Humans wreak the same havoc. If you recently entertained people in your pool, sweat, sunscreen, and other contaminants give algae just the boost it needs for a growth spurt. That's why we recommend testing and balancing the water a few days before your party, and then performing a shock treatment within 24 hours of the last guest leaving.
Algae spores can also hitch a ride on your swimsuit or towel and infest the next pool or hot tub you swim or soak in. Yes, some algae strains can actually come out of water, dry, and when introduced to the next body of water begin a new existence.
If you're looking at cloudy, green water, a series of shock treatments should clear it up within a day or two.

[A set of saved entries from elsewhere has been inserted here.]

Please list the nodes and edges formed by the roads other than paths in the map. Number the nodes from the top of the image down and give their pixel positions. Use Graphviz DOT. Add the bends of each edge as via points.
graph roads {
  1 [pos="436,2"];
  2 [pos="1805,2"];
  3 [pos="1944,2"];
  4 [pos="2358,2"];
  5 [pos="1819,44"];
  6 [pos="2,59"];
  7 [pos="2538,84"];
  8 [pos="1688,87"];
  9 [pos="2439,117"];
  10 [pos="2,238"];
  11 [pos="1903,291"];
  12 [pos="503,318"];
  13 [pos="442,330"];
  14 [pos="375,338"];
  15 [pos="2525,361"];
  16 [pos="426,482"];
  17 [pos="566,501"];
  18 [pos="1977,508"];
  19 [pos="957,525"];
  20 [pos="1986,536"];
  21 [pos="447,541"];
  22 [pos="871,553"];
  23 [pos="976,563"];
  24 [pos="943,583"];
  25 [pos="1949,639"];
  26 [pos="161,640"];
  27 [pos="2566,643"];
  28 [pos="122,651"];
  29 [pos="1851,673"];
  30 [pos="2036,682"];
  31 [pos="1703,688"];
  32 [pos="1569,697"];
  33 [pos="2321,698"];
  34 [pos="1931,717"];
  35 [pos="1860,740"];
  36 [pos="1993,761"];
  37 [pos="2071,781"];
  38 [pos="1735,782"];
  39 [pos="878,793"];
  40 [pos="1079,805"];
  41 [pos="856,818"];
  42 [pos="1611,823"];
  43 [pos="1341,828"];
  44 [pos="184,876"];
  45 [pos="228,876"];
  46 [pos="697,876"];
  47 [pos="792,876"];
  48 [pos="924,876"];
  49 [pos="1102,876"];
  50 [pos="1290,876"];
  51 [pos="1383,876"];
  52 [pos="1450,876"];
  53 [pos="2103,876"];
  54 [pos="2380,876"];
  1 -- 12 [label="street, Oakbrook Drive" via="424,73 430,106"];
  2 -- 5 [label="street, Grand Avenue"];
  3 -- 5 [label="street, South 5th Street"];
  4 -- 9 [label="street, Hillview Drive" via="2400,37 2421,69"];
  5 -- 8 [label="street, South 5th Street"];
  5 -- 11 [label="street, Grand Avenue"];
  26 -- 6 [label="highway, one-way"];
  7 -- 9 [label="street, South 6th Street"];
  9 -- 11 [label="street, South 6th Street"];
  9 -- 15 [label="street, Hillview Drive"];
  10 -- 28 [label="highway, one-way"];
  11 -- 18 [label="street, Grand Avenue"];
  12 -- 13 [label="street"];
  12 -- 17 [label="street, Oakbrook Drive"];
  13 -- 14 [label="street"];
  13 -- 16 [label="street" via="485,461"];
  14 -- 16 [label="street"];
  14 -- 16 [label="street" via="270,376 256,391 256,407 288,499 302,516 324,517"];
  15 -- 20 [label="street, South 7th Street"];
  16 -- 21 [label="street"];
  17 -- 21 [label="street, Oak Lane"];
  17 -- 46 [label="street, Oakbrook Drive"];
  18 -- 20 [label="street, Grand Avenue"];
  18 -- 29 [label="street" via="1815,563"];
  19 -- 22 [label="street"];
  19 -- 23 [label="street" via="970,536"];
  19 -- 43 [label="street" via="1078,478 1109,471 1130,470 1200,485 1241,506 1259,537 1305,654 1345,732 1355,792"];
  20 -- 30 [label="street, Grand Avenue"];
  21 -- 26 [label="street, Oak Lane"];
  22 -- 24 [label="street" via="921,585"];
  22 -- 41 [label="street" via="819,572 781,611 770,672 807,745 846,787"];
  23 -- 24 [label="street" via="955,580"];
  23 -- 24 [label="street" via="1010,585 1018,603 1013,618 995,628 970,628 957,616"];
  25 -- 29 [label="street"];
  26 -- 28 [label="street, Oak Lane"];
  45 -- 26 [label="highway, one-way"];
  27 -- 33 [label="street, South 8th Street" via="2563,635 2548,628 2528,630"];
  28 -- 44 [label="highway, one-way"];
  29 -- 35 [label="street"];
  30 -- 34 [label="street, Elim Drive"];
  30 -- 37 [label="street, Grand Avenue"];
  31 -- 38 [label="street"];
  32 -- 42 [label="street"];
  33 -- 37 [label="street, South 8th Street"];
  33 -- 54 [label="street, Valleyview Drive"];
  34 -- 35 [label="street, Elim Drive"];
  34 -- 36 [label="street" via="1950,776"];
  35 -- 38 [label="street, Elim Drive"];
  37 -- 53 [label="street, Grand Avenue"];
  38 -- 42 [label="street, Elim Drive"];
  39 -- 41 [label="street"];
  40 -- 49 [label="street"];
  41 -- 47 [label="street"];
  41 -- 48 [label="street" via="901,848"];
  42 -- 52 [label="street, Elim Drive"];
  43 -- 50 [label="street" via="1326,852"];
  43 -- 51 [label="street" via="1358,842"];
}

However, you must attack the algae that first day, and then check the chlorine levels every hour. If you do not have test strips that measure chlorine concentration, head to the pool store.
Your first step is using your pool brush to scrub the walls and floor. This breaks up the algae, allowing the chemicals to work quicker. For a simple light green algae, adjust the pH to within the acceptable range, then perform a double shock treatment dose of 2 lbs per 10,000 gallons of pool water. A medium to dark green gets a triple dose of 3 lbs per 10,000 gallons. If you're looking at dark, blackish green water, you may need to do a quadruple shot. In general, if you maintain your pool regularly and this happens overnight, a double dose should be enough.
Leave the brush in the pool or hot tub during the treatment process to assure you are destroying as much of the algae as possible.
For best results, either use a liquid treatment or pre-dissolve a granular shock treatment. Avoid pouring water onto the chemical when dissolving granules in a basin or pail. Instead, add the granules to water and gently blend to dissolve. Slowly pour the treatment into the pool, evenly distributing it. Running the filter helps to mix and distribute the shock treatment.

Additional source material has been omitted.